The gross specimen consisted of 11 and 13 tooth-like structures with thin capsule in the maxilla and mandible, respectively [Figure 3] and [Figure 4]. Histopathologic examination showed the tooth structures as enamel, dentin, pulp, and cementum, which further confirmed the lesion to be a compound odontome. Postoperative healing was uneventful. Meanwhile, the patient has been provided with a temporary prosthesis. The patient is under regular follow-up.{Figure 3}{Figure 4}

 DISCUSSION



Odontomes are the most common benign tumors accounting for 22% of all odontogenic tumors of the jaws. [3],[4],[5] In 1946, McClure first reported an extragnathic odontome. Since then, only few cases of extragnathic odontomes have been reported in the literature, involving middle ear, intracranial sites, and tympanum.

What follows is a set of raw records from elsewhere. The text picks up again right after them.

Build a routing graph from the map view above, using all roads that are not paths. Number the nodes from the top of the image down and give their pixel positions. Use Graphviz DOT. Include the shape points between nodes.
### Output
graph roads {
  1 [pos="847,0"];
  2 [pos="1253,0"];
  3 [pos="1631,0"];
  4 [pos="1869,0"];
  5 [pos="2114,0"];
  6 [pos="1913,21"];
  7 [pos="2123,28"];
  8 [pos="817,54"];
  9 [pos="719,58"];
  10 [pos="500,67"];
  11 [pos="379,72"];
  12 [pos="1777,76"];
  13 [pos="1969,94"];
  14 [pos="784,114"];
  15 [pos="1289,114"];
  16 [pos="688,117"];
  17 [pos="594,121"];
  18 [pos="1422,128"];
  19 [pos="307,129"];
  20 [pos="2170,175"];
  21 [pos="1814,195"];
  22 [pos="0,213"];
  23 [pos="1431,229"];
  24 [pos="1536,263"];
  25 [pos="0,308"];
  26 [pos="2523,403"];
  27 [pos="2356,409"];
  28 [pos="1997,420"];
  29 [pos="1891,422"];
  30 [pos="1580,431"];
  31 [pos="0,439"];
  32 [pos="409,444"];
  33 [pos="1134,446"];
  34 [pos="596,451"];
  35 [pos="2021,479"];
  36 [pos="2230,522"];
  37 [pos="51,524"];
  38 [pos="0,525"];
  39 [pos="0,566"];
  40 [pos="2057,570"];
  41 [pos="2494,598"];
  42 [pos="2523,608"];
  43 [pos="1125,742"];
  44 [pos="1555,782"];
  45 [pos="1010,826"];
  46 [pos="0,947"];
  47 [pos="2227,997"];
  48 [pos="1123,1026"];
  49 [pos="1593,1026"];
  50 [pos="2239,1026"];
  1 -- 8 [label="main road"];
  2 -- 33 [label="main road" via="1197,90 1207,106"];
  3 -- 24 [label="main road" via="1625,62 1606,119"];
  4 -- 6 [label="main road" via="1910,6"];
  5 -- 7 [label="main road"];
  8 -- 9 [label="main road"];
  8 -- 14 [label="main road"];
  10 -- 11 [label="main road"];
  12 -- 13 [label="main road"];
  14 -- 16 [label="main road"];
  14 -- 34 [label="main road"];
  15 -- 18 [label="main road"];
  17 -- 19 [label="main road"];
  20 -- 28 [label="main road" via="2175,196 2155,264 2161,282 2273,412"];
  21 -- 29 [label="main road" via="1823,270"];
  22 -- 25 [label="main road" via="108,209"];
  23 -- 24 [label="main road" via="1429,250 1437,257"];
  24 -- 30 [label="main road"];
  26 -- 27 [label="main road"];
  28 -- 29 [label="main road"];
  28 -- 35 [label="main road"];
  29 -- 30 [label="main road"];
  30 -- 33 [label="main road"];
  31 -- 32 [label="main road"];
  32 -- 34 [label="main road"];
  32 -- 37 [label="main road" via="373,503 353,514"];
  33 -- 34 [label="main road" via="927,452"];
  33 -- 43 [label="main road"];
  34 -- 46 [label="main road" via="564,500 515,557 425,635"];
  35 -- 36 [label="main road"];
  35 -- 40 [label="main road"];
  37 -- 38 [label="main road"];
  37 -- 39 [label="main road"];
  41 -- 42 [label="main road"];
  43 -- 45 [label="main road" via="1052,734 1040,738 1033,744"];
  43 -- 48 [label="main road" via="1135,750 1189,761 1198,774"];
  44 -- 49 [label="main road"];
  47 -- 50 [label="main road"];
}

The true etiology behind the occurrence of odontomes is unknown. However, it has been suggested that infection, trauma, hereditary anomalies like Herman's syndrome, Gardner's syndrome, or mutations in the genetic control of the tooth development could be the probable etiologies. [6],[7],[8],[9] The persistence of portions of lamina might also be an etiological factor. [6],[10] Sun et al. (2004) have stated that disordered odontogenesis could lead to odontome formation.

In 1975, Bellucci et al. postulated the hypothesis of migration of the embryonic dental cells to the primordium of the Rathke's pouch, and then further toward the developing region of the hypophysis around the third week of gestation, as an etiology of the sellar odontomes. This hypothesis further explained the formation of craniopharyngioma which has also been supported by Garnett et al. in 2007, Zimmerman and Halac in 2005, and Prabu and Brown in 2005. The above references support the possibility of similar origin in the extragnathic odontomes in relation to cranial base.

In this case report, the jaw odontomes were diagnosed based on imaging which showed dense radiopaque foci in the posterior region of left maxilla and mandible with radiolucent halo and a sclerotic margin. [6] Most of the odontomes are usually associated with impacted teeth and malformed adjunct teeth like aplasia. [11] In this case report, the odontomes were associated with impacted teeth 18, 27, 28, 35, 36, 37, 38, and 48. Histopathologic data showed enamel, dentin, cementum, and pulp chamber in order, which in turn confirmed the diagnosis as compound odontome. The extragnathic odontomes were not removed to avoid unnecessary complications and the patient was instructed to have regular follow-up visits in the future.

The extragnathic odontome was diagnosed based on the CT report which showed a well-defined radiopaque lesion with the resemblance of teeth at the nasomaxillary region and the base of petrous bone region. Neuroimaging, blood analysis, and endocrine assessment were normal. Further, the histological proof of absence of ameloblastic-like cells ruled out the diagnosis of ameloblastic fibro-odontoma. Ghost cells, cyst follicles, and amyloid cells, which are usually more diagnostic of craniopharyngiomas, were absent, and this helped us to narrow down to the diagnosis of multiple odontome. [12]

To our knowledge, this is the first case report of odontome involving mastoid region of the skull base, along with the occurrence in the common sites of maxillae and mandible. Our case supports the embryological aspects of development of extragnathic odontomes.